PROMPT —
For each line of the data below, copy it if it holds the word "Avinguda".

Stored data entries:

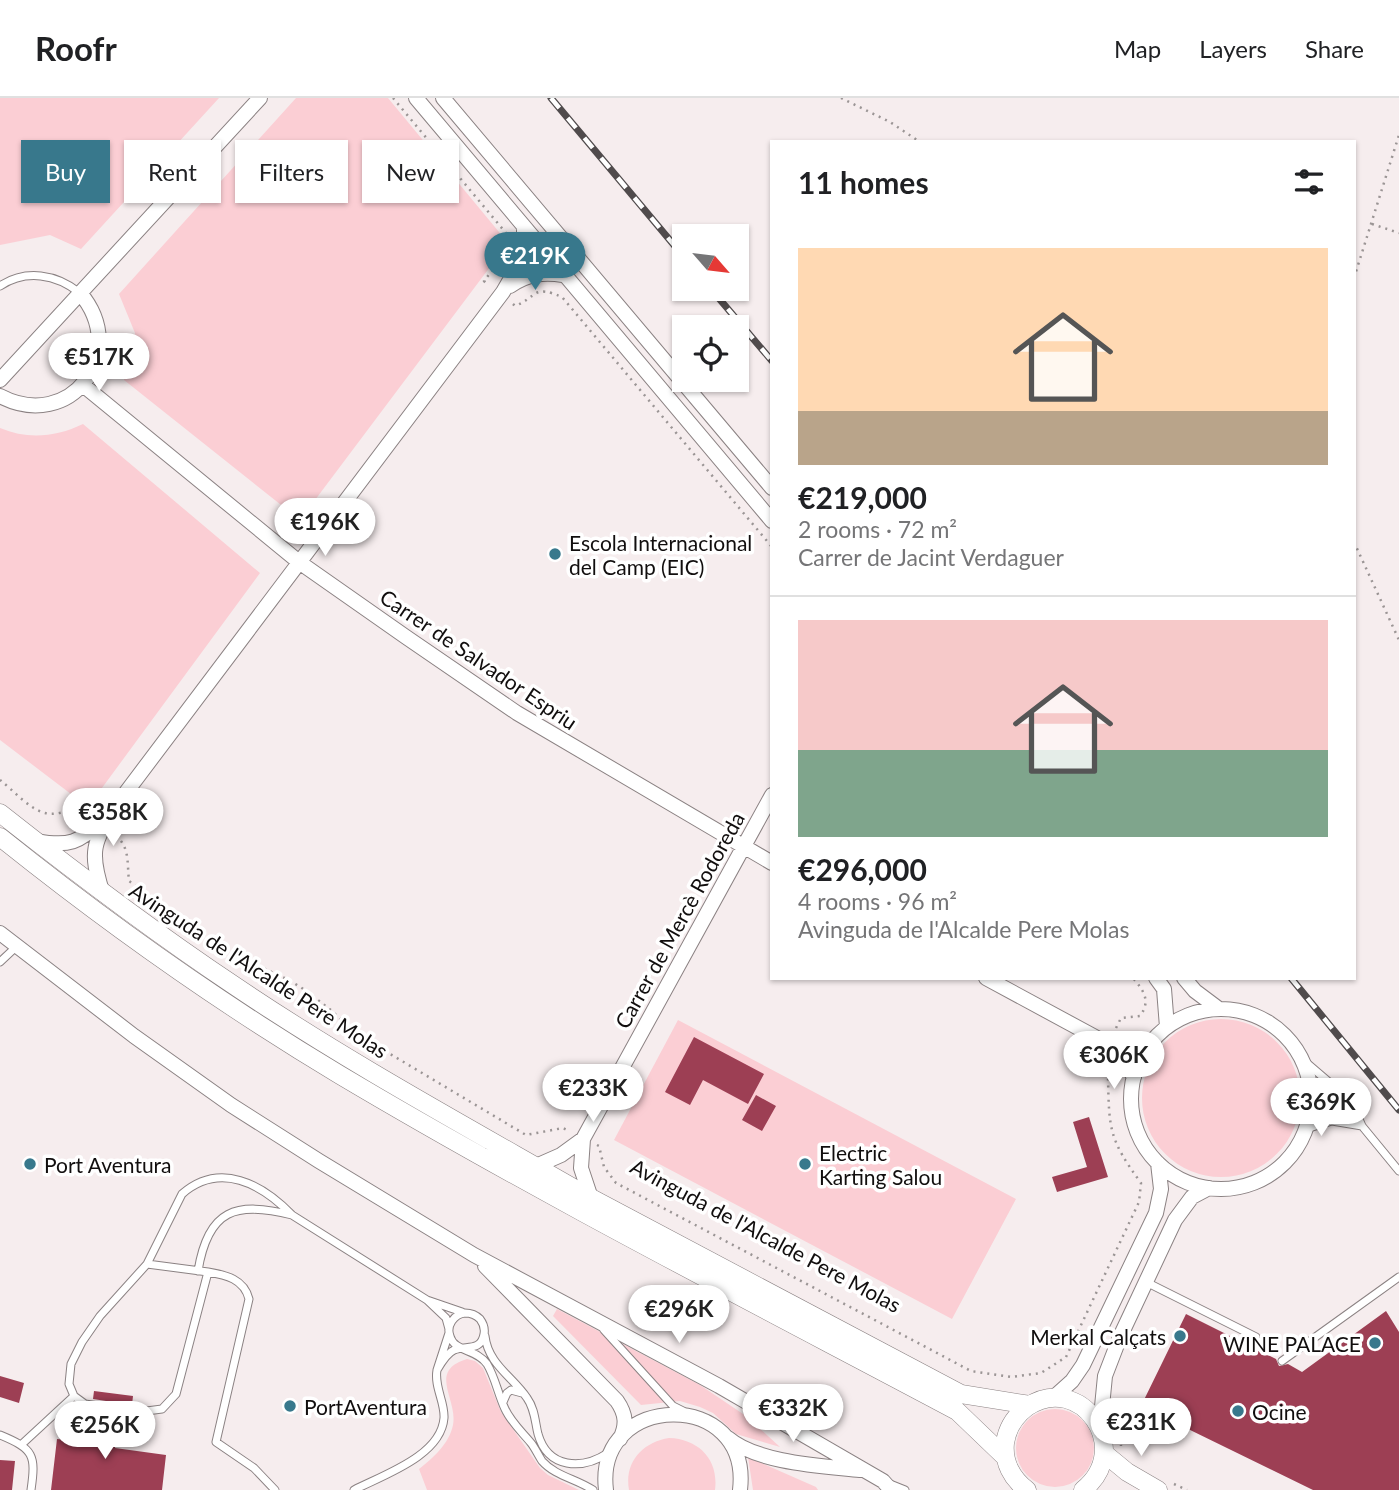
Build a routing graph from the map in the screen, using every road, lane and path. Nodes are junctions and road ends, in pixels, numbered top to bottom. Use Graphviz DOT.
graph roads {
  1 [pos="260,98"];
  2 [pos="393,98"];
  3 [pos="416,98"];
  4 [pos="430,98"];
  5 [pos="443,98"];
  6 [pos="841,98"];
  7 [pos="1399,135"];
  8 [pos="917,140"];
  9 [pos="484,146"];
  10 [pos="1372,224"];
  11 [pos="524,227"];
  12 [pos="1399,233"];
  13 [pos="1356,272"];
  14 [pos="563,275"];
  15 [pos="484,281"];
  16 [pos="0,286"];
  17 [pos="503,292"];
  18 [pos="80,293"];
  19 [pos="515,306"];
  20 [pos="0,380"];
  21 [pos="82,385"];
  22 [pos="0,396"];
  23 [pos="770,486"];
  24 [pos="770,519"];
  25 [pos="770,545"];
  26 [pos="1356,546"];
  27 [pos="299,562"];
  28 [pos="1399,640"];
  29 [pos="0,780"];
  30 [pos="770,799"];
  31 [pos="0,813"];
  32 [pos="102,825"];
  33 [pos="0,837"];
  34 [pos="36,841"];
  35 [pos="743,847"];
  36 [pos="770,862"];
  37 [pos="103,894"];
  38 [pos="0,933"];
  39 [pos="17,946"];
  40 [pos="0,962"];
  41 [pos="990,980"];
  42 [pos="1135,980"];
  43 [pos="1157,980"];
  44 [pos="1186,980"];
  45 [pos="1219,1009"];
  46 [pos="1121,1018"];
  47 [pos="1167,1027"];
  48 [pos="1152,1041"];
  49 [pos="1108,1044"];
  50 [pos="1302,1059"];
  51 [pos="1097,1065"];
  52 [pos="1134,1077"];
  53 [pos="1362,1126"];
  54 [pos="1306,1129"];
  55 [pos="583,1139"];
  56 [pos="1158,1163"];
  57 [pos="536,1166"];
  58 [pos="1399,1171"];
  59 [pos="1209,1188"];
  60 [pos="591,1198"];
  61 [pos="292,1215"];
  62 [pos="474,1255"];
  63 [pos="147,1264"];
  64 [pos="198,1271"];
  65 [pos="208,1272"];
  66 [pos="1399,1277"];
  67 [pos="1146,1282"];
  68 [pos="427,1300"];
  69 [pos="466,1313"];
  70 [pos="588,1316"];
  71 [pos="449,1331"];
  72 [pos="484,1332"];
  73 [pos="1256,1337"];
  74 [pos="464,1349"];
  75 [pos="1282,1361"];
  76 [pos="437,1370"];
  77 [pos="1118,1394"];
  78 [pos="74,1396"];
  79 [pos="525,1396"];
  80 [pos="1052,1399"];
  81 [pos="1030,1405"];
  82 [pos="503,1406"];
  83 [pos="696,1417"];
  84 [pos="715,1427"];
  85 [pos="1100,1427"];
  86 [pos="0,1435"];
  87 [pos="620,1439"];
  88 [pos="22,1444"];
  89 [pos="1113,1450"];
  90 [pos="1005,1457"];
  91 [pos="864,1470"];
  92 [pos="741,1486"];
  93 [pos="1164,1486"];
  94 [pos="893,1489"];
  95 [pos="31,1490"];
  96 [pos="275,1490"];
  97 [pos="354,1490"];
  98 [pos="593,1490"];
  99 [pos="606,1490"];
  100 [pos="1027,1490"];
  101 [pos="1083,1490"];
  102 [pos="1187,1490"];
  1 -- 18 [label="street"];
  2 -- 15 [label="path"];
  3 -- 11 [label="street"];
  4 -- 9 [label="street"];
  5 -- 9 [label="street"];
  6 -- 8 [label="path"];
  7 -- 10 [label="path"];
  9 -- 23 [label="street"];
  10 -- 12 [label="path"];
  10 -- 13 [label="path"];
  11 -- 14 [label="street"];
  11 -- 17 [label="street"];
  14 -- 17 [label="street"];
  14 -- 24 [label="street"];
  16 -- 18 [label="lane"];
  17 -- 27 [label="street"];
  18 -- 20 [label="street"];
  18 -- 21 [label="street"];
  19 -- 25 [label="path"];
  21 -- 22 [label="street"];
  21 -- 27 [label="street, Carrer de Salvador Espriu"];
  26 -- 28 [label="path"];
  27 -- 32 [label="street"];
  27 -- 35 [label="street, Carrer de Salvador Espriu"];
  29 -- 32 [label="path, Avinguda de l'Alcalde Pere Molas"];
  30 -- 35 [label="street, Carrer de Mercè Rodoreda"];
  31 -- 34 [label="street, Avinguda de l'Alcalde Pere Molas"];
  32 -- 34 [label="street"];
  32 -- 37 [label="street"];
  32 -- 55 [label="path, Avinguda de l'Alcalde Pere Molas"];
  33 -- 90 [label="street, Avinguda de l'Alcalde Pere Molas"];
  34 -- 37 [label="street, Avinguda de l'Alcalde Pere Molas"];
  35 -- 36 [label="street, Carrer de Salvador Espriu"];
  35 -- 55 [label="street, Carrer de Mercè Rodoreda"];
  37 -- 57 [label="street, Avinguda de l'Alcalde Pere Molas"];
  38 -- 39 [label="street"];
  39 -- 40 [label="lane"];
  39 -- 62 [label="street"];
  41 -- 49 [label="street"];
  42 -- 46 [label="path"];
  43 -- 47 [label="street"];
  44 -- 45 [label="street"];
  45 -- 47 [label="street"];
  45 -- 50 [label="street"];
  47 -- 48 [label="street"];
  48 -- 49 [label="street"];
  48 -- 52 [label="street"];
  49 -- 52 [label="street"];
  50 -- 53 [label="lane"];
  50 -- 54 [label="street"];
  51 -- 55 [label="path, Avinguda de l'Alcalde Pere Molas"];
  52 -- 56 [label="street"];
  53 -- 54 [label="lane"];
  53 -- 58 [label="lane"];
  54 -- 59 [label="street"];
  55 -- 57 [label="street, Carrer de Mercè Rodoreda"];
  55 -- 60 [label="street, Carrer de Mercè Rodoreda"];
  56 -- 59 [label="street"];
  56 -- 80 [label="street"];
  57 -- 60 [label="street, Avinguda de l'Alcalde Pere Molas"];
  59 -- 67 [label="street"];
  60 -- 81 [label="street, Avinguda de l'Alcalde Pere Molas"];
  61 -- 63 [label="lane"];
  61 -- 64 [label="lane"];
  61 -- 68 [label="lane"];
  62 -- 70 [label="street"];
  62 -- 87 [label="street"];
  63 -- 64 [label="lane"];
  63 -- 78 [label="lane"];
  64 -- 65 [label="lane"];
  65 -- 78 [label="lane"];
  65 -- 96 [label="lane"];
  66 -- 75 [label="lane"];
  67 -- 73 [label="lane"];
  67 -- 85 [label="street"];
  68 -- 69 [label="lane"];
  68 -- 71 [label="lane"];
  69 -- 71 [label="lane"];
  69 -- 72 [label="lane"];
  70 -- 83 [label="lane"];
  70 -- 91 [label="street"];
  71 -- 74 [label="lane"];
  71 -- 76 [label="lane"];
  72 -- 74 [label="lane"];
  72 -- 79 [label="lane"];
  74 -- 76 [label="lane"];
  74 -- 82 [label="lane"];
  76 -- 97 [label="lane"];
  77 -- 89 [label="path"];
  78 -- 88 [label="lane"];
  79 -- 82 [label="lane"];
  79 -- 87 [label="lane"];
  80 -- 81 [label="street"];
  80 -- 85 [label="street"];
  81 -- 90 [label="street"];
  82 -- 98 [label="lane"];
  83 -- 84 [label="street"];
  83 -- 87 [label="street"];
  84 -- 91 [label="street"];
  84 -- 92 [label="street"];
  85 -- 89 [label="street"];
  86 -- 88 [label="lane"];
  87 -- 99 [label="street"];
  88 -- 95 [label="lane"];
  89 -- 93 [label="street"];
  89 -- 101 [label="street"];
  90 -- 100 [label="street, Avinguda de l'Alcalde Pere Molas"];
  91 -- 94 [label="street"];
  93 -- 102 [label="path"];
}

RESPONSE TO THE TASK —
  29 -- 32 [label="path, Avinguda de l'Alcalde Pere Molas"];
  31 -- 34 [label="street, Avinguda de l'Alcalde Pere Molas"];
  32 -- 55 [label="path, Avinguda de l'Alcalde Pere Molas"];
  33 -- 90 [label="street, Avinguda de l'Alcalde Pere Molas"];
  34 -- 37 [label="street, Avinguda de l'Alcalde Pere Molas"];
  37 -- 57 [label="street, Avinguda de l'Alcalde Pere Molas"];
  51 -- 55 [label="path, Avinguda de l'Alcalde Pere Molas"];
  57 -- 60 [label="street, Avinguda de l'Alcalde Pere Molas"];
  60 -- 81 [label="street, Avinguda de l'Alcalde Pere Molas"];
  90 -- 100 [label="street, Avinguda de l'Alcalde Pere Molas"];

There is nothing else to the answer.